That one-two punch, say the researchers, was enough to set human-induced climate change in motion. "No one disputes the large rate of increase in greenhouse gases with the Industrial Revolution," Kutzbach notes. "The large-scale burning of coal for industry has swamped everything else in the record." But looking farther back in time, using climatic archives such as 850,000-year-old ice core records from Antarctica, scientists are just now teasing out evidence of past greenhouse gases in the form of fossil air trapped in the ice. That ancient air, says Vavrus, contains the unmistakable signature of increased levels of atmospheric methane and carbon dioxide beginning thousands of years before the industrial age.
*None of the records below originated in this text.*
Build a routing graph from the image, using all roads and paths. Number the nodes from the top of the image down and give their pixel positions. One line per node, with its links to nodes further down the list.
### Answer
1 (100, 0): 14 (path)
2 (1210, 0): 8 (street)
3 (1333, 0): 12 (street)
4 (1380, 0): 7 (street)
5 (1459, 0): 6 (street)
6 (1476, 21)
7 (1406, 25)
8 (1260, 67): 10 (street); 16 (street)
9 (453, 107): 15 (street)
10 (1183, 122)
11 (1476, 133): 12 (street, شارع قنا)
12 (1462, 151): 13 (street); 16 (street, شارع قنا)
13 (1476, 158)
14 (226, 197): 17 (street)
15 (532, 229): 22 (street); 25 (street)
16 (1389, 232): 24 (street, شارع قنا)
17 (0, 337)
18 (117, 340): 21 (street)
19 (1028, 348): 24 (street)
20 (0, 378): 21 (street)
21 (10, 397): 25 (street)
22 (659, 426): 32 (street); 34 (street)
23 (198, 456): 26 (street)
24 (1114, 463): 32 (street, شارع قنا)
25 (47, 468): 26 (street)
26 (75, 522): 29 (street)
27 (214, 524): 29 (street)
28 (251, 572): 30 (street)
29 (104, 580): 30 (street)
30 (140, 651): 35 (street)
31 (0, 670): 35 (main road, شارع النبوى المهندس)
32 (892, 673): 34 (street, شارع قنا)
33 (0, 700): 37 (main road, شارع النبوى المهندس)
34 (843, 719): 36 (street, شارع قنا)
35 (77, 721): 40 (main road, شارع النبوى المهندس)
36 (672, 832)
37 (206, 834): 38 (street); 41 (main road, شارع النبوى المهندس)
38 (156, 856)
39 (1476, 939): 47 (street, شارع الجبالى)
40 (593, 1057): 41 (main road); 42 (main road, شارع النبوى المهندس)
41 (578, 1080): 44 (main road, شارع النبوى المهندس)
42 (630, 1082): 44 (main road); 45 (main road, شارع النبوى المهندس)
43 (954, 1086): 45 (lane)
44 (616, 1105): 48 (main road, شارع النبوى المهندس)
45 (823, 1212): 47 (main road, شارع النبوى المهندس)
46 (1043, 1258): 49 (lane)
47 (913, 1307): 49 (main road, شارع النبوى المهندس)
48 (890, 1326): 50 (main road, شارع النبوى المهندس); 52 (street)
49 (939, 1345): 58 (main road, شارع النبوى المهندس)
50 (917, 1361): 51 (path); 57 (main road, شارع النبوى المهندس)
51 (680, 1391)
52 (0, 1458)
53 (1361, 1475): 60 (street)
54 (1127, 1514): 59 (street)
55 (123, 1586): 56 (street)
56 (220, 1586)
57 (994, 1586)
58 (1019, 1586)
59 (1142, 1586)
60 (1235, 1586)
"Between 5,000 and 8,000 years ago, both methane and carbon dioxide started an upward trend, unlike during previous interglacial periods," explains Kutzbach, who asserts that Ruddiman has shown that during the latter stages of six previous interglacials, greenhouse gases trended downward, not upward. Thus, the accumulation of greenhouse gases over the past few thousands of years, the team argue, is very likely forestalling the onset of a new glacial cycle, such as have occurred at regular 100,000-year intervals during the last million years.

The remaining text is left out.